1. TRAVEL A BIT, IF YOU CAN
Before we get to design-specific considerations, there are more general ways to develop empathy. Travel is one of the best ways to do that. Actually seeing other places and cultures can do a lot to dispel preconceptions about others, which will help you empathize. Learning about other cultures can help you design for them, too. A classic example is China, where red is the color of joy. (Incidentally, they still use red stop signs.)
Now, you may not have the budget to hit up China. Travel to another city then. Walk to a different neighborhood. Try a different restaurant. Failing that, watch some documentaries on people who aren’t like you. Developing a wider perspective is the point here, and physical travel may not be necessary, but it helps.

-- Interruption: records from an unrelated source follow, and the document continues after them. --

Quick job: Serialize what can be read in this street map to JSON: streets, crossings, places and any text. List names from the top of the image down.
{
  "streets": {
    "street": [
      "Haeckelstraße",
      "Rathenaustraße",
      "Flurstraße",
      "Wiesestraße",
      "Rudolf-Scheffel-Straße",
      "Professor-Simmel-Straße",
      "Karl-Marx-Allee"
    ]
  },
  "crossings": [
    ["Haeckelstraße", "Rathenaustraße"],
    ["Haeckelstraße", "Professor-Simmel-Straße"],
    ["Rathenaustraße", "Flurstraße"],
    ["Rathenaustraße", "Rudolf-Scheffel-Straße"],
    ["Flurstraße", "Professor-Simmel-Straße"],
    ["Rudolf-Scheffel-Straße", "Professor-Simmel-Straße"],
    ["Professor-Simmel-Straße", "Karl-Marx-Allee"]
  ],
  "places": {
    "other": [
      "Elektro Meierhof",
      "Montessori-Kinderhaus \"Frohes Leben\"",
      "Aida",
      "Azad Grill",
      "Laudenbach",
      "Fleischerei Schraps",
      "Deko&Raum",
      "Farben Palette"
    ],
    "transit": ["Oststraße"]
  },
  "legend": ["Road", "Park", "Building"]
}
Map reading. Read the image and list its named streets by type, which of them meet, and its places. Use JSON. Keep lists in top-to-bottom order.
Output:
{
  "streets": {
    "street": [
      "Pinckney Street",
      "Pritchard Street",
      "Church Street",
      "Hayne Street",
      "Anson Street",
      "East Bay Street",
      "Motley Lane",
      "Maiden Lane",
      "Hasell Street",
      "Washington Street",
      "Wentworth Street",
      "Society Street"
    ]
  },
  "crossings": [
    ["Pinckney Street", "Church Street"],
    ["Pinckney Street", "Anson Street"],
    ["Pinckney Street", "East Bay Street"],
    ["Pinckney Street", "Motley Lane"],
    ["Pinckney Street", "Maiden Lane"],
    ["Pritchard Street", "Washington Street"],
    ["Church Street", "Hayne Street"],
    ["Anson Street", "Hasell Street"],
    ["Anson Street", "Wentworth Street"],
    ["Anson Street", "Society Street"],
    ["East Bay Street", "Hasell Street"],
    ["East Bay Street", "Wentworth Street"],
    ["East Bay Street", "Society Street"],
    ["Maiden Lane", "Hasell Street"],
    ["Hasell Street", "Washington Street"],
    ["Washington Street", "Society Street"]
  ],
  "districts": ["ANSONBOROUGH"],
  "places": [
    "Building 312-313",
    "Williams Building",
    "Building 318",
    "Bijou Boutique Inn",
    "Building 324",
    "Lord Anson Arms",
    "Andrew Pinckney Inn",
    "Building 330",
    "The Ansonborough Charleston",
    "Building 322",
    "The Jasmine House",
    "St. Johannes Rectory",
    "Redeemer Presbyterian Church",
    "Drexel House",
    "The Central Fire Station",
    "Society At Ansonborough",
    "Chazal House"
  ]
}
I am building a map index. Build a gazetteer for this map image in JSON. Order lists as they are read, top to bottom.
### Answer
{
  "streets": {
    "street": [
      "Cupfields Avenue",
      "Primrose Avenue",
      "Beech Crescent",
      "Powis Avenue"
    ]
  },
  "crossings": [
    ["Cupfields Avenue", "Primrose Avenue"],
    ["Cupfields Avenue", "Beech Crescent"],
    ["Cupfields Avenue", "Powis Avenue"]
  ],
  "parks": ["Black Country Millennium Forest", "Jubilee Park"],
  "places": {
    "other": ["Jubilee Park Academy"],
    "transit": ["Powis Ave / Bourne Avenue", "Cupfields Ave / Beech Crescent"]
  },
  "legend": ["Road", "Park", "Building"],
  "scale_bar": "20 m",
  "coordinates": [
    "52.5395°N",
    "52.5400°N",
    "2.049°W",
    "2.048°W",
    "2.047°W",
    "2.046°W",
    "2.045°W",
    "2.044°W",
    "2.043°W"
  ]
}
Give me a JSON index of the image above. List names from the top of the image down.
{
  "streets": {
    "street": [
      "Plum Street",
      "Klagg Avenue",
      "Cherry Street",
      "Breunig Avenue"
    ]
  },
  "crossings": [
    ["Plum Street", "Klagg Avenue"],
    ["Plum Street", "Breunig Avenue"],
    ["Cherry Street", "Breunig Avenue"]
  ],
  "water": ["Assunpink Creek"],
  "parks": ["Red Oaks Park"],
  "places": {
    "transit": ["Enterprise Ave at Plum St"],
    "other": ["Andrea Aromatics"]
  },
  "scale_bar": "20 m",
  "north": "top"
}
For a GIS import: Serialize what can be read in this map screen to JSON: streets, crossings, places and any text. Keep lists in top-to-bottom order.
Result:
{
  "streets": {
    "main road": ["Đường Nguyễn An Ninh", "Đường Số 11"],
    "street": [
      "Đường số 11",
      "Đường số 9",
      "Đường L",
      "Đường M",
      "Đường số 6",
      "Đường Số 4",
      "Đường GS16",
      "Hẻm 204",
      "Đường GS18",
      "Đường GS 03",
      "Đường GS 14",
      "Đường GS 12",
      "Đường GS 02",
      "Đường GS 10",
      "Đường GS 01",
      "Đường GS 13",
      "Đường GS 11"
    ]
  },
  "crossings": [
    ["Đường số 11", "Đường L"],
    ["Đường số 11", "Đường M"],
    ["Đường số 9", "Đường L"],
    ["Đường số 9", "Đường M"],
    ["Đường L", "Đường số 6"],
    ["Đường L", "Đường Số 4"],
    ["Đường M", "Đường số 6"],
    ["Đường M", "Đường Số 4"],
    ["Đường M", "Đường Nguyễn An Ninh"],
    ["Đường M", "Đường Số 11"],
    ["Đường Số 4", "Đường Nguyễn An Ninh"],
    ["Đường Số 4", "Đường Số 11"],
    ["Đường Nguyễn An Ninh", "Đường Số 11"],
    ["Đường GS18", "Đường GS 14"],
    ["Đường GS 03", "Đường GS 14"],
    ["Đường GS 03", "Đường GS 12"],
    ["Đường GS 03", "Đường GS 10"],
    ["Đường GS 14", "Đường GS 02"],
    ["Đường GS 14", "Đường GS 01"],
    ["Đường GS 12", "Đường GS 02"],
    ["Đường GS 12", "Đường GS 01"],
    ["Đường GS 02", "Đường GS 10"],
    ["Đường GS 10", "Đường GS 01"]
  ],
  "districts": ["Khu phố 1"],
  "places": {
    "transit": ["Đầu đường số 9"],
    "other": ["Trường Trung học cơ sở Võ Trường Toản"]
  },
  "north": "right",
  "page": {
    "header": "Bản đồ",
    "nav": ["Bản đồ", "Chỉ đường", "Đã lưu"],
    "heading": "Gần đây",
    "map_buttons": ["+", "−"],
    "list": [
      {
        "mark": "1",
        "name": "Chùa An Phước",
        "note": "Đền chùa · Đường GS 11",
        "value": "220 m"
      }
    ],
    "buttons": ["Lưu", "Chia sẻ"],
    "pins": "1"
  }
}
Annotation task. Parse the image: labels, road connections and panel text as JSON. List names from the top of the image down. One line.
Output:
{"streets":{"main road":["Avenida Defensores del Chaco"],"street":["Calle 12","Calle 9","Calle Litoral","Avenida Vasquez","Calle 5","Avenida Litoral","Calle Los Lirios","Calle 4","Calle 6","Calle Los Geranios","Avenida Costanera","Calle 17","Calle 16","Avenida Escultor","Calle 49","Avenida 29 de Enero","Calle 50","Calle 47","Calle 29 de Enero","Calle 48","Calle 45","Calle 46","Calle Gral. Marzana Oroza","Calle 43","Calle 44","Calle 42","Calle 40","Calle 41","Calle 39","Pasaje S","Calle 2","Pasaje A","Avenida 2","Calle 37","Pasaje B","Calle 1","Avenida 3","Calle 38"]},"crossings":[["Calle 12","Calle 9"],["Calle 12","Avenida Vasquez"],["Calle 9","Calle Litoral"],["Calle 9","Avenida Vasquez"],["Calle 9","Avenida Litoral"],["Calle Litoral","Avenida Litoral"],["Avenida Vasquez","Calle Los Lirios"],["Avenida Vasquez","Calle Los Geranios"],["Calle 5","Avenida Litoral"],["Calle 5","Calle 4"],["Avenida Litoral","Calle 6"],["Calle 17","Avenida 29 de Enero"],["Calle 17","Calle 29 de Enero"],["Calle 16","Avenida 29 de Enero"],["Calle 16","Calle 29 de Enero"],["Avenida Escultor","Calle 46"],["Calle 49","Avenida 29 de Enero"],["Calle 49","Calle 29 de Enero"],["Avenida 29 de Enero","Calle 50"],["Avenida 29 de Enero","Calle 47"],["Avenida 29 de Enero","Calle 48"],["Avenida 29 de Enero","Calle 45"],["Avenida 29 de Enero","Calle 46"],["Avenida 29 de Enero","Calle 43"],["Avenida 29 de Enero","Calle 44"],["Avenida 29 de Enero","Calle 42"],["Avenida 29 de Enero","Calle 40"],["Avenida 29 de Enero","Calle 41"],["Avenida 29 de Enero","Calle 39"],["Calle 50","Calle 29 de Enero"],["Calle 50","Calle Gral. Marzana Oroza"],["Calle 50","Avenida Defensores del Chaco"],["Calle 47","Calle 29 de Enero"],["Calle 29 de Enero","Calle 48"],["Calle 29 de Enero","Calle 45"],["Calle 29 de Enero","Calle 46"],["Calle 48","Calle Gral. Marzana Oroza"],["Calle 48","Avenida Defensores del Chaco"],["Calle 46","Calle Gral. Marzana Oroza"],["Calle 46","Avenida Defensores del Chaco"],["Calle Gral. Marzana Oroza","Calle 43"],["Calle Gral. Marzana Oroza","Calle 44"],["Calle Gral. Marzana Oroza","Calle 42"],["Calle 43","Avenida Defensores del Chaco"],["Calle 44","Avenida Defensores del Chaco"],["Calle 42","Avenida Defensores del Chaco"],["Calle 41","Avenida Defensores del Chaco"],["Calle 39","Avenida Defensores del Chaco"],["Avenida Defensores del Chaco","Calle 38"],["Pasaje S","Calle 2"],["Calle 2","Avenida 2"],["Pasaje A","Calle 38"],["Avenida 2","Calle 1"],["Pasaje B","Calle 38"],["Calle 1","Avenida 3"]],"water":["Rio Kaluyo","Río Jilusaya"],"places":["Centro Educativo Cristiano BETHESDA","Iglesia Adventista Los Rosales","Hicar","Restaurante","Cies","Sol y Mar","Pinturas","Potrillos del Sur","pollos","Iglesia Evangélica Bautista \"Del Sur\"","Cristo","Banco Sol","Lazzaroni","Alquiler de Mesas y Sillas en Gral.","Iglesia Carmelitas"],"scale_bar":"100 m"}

2. VOLUNTEER AND/OR SOCIALIZE
Find a cause you believe in (preferably one that involves helping humans), and dedicate some time to it. Get in there and meet the people you’re helping. Meet the people helping them. Nothing helps you understand the importance of accessibility like seeing the ancient technology (if any) that some people have to work with. Also, nothing helps you cut down on industry jargon like just talking to a lot of non-designers.
If you don’t have the resources to volunteer for any given cause, just look for time to socialize. Talk to people who aren’t like you, and get them to teach you something about their jobs, or their hobbies. People usually love to talk about themselves (it might take the shyer ones a while), and the things they are passionate about.
3. TALK TO THE PEOPLE YOU’LL BE DESIGNING FOR
Okay, so on big projects, you might actually be able to get a budget for user research. Take full advantage of this. If your site is targeted at, say, doctors, go start talking to doctors. Ask them specific questions about their browsing habits, the way they look for information, where they look first, and so on. Ask them what they’d want most out of a product like yours. If you don’t have a budget for that, you can still talk to any doctors you might know, shoot some questions out on Quora. Reach out.
The most important step comes next: lay aside your preconceptions, and truly listen. Take their feedback at face value as much as possible. If they say something like, “I can never find X.”, don’t go thinking, “Well maybe they just didn’t look because they’re busy doctors.” Start with the assumption that they looked.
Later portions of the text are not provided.